» YOUR GOAL: Whenever a line in the entries below contains the string "down", copy that line.

» DATA SHOWN:
************

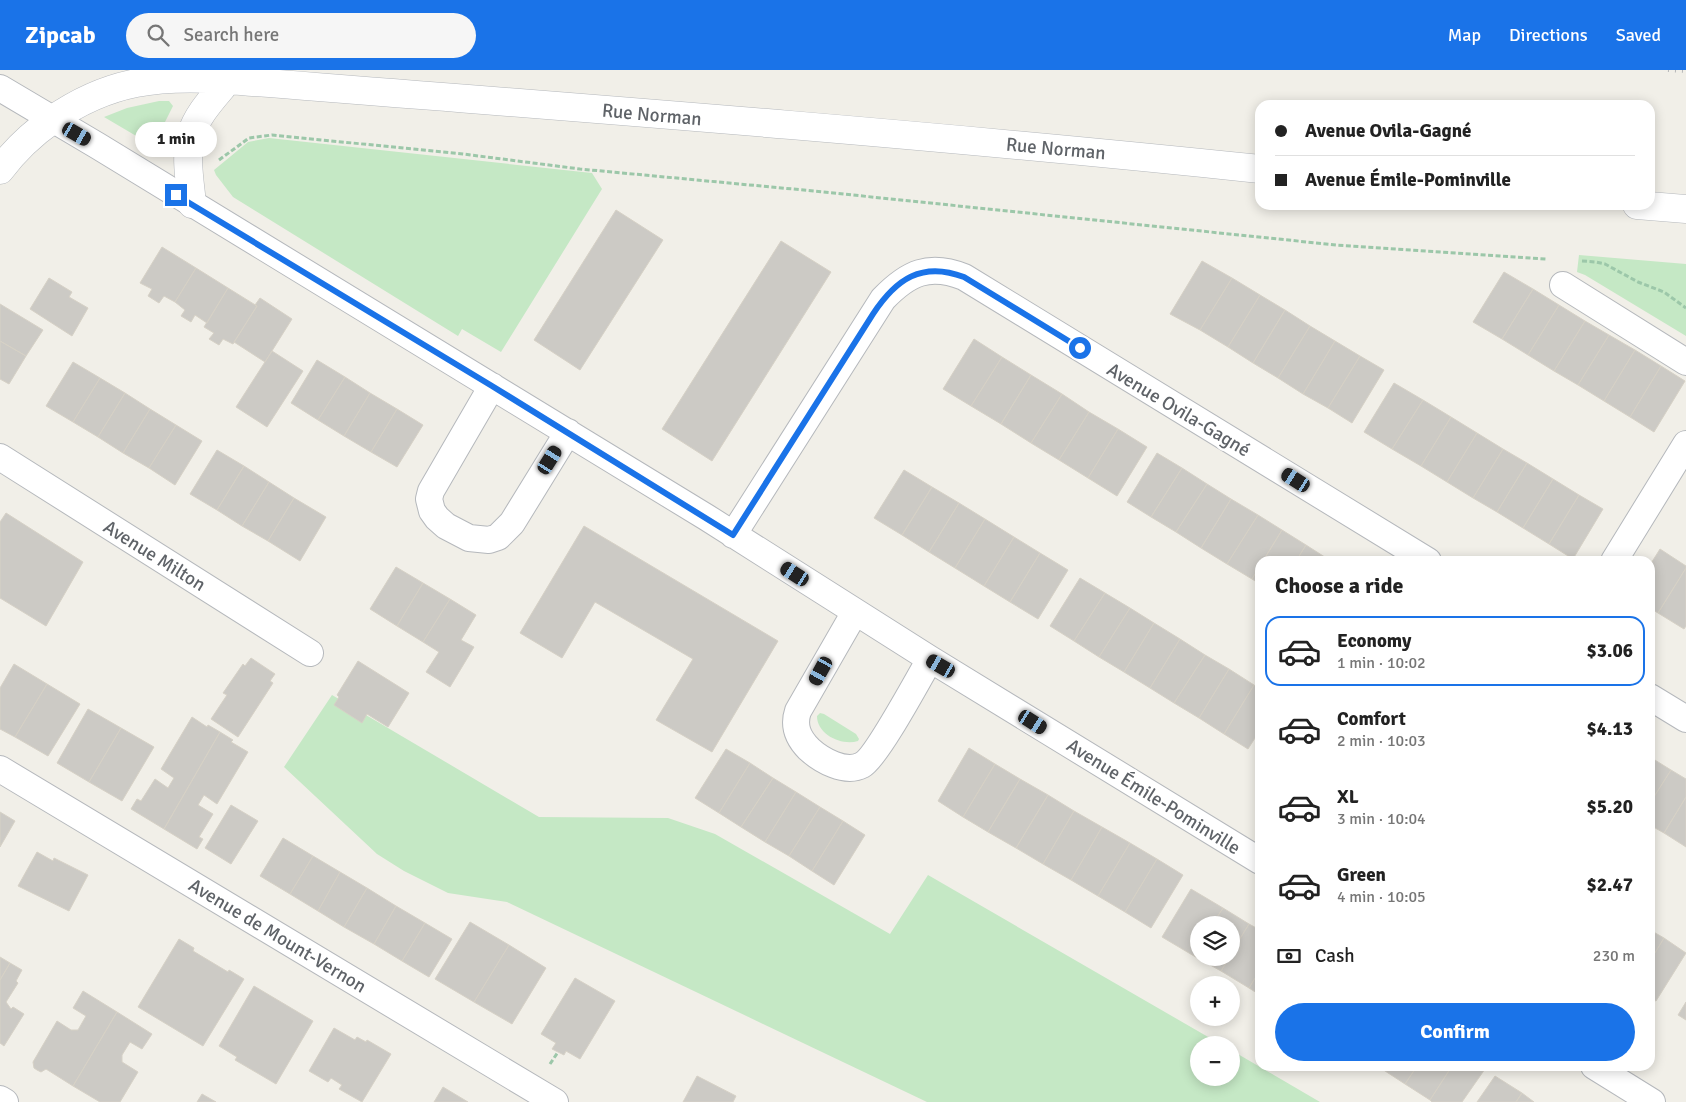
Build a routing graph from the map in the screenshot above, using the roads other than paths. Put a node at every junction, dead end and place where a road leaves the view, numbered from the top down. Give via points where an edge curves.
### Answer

************

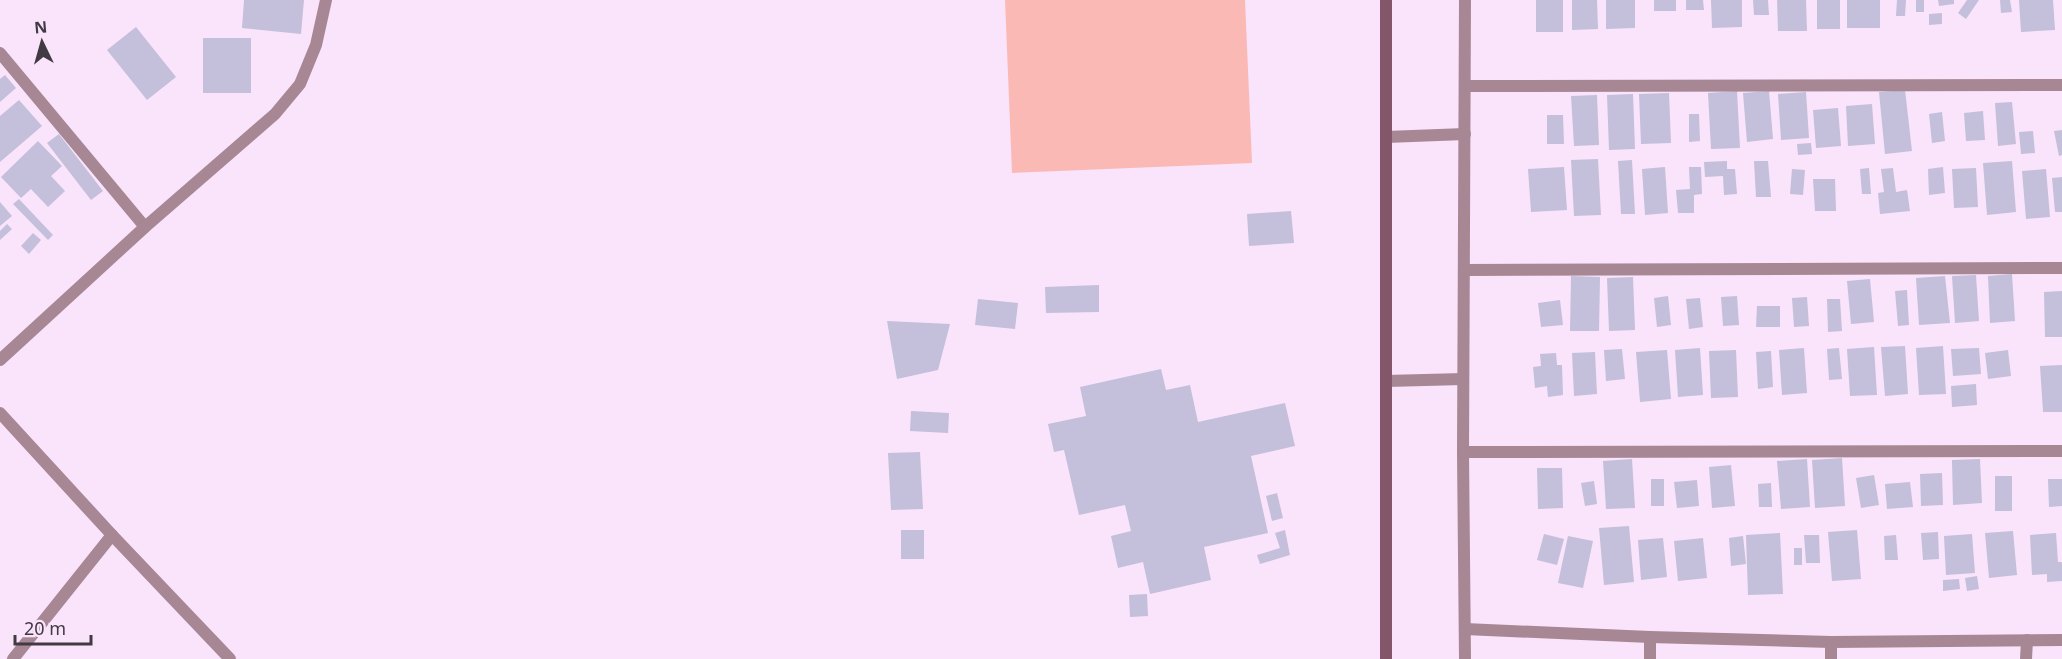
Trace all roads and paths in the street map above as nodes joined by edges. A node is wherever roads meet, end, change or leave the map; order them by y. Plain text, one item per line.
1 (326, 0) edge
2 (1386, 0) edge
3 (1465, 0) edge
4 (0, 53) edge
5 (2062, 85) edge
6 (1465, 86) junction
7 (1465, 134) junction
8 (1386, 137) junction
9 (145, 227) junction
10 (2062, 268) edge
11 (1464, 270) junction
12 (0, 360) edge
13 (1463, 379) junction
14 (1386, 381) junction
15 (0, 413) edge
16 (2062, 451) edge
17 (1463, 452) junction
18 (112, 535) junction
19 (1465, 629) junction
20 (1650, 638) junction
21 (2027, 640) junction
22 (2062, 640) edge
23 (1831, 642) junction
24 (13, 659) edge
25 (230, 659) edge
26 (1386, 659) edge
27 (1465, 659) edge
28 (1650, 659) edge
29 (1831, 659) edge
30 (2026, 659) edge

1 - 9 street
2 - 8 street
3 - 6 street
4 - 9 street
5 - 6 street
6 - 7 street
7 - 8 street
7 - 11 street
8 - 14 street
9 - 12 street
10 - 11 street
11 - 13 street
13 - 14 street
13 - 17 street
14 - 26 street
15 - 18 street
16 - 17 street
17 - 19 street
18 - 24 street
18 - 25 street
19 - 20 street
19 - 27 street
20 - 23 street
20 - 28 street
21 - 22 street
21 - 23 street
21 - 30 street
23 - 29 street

************

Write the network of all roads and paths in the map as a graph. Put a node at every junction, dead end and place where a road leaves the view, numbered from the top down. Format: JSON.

************

» TASK RESULT:
Build a routing graph from the map in the screenshot above, using the roads other than paths. Put a node at every junction, dead end and place where a road leaves the view, numbered from the top down. Give via points where an edge curves.
Write the network of all roads and paths in the map as a graph. Put a node at every junction, dead end and place where a road leaves the view, numbered from the top down. Format: JSON.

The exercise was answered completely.